25
\$\begingroup\$

Intro

You are sitting in a board room at the end of a long table. You look around and see Tim Cook, the Apple Board of Directors, the ghost of Steve Jobs, and Jack Donaghy. Apple has called this meeting because they have realized how much cooler the Android lock screen is, and they want to 1-UP them. Everyone in the room stares at you as Ghost Steve cries, "Help me, CodeGolf Man! You're my only hope!"

The Problem

The Android lock screen is a 3 x 3 grid of dots that can be connected by swiping a finger from one dot to the next, creating a path. A password is considered any possible path that includes any number of dots, and excludes any number of dots. (On an actual phone, the path must be at least 4 dots long.
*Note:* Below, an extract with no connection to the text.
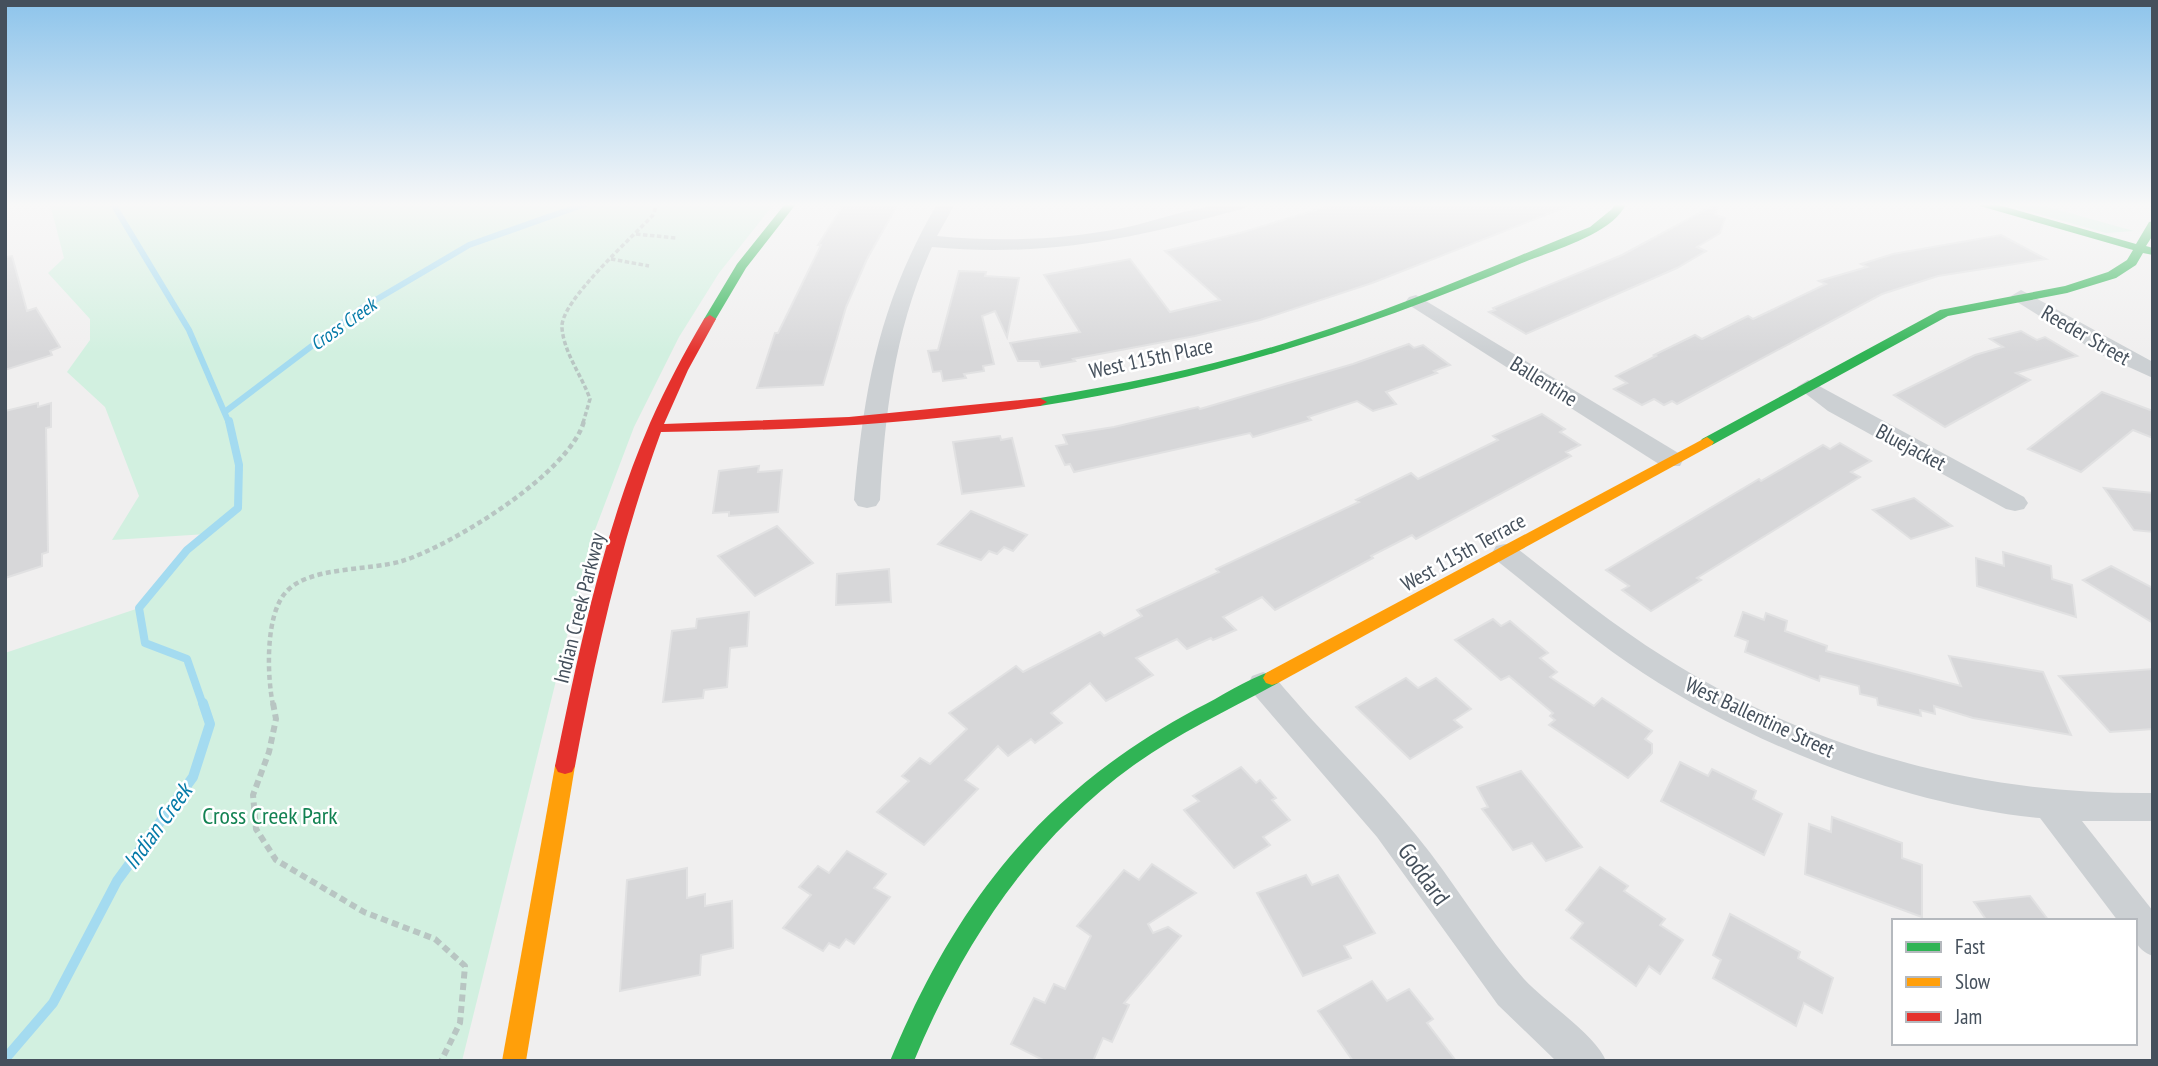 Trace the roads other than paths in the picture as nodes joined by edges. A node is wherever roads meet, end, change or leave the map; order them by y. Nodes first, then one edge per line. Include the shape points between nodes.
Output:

For this challenge, ignore that restriction.) Apple plans to replace the 3 x 3 grid with an M x N grid, which is (M*N)/9 times better!

Rules:

  • A zero dot path is not a password, but a 1 dot path is
  • A path can cross itself
  • A path cannot cross directly over a dot without including that dot
  • A dot can only be used once
  • Paths that are identical by rotation are not the same password
  • Paths that are identical but ordered in reverse are not the same password
  • For example, on a 3x3 grid with dots numbered from 1 to 9:

    1 2 3
    4 5 6
    7 8 9
    

    Some valid paths are:

    1
    3
    7,2,3
    1,5,9,2
    1,8,6,5,4
    4,2,3,5,6,7,8,9
    5,9,6,4
    

    And some invalid paths are:

    1,3
    1,9,5
    7,5,4,7
    4,6
    

    Your input will be three numbers:

    (M,N,d)
    

    Where the grid is M x N, and d is the length of the path

    1 <= M <= 16
    1 <= N <= 16
    1 <= d <= M * N
    

    Your program or function will be given the input as a comma separated string, and it must return the number of possible passwords of that length. For example:

    Input:  2,2,1 
    Output: 4
    Input:  2,2,2
    Output: 12
    Input:  7,4,1
    Output: 28
    

    Standard code golf rules apply, shortest code wins!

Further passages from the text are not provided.